== Action item ==
Below are entries. Copy exactly the lines running from the line that holds "thumb ip: (147, 260)" to the line that holds "middle pip: (965, 654)", with both ends included.

== Entries shown ==
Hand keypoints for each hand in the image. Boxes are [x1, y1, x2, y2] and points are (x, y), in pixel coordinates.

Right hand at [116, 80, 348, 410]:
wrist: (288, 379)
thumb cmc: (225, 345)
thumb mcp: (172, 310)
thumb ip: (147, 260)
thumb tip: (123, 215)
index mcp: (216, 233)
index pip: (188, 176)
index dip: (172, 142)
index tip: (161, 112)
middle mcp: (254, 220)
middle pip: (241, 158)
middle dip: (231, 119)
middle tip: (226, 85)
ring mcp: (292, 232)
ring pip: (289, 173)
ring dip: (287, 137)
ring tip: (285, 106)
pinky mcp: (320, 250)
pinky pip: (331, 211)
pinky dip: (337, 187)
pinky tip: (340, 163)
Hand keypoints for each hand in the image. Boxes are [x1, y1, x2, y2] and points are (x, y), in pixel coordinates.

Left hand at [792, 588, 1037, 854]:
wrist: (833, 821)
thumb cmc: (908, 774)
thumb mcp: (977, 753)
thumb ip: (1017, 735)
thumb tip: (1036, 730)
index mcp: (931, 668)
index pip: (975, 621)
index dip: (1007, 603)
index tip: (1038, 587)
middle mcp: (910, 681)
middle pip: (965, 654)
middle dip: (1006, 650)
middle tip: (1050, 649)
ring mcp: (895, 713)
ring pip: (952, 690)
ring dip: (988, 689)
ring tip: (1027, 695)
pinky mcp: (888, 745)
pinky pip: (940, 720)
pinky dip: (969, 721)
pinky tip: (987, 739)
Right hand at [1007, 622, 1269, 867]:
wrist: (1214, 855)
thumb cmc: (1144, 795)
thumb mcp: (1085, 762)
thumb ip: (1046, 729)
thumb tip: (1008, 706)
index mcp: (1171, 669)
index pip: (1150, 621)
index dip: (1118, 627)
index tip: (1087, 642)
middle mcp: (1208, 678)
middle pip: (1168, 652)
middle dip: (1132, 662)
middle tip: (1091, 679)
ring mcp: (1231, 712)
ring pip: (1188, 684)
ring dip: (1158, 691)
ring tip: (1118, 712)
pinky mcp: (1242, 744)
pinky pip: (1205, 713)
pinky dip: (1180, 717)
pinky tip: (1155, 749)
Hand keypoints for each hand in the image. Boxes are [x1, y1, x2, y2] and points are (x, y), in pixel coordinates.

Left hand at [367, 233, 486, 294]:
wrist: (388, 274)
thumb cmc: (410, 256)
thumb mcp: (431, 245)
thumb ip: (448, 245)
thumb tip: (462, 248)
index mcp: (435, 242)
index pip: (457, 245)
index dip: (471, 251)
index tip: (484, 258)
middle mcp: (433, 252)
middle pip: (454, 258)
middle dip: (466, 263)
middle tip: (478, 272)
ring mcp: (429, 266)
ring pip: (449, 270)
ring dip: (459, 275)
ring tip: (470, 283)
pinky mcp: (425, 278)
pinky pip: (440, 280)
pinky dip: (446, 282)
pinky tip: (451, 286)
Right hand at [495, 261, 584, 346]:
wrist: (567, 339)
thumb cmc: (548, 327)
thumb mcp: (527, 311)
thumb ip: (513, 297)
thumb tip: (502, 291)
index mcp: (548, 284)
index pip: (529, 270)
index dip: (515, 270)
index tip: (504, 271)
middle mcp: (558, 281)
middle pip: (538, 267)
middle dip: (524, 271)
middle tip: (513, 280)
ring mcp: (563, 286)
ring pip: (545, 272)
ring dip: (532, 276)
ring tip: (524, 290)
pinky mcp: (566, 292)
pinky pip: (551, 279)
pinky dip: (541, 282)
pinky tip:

== Solution to this task ==
thumb ip: (147, 260)
thumb tip: (123, 215)
index mcp: (216, 233)
index pip: (188, 176)
index dip: (172, 142)
index tip: (161, 112)
middle mcp: (254, 220)
middle pip: (241, 158)
middle dip: (231, 119)
middle tip: (226, 85)
ring mcp: (292, 232)
ring pip: (289, 173)
ring dip: (287, 137)
ring tip: (285, 106)
pinky mcp: (320, 250)
pinky pip: (331, 211)
pinky dip: (337, 187)
pinky tip: (340, 163)
Hand keypoints for each hand in the image. Boxes are [x1, y1, x2, y2] and points are (x, y), in pixel coordinates.

Left hand at [792, 588, 1037, 854]:
wrist: (833, 821)
thumb cmc: (908, 774)
thumb mcp: (977, 753)
thumb ip: (1017, 735)
thumb tip: (1036, 730)
index mcp: (931, 668)
index pip: (975, 621)
index dip: (1007, 603)
index tip: (1038, 587)
middle mcp: (910, 681)
middle pip: (965, 654)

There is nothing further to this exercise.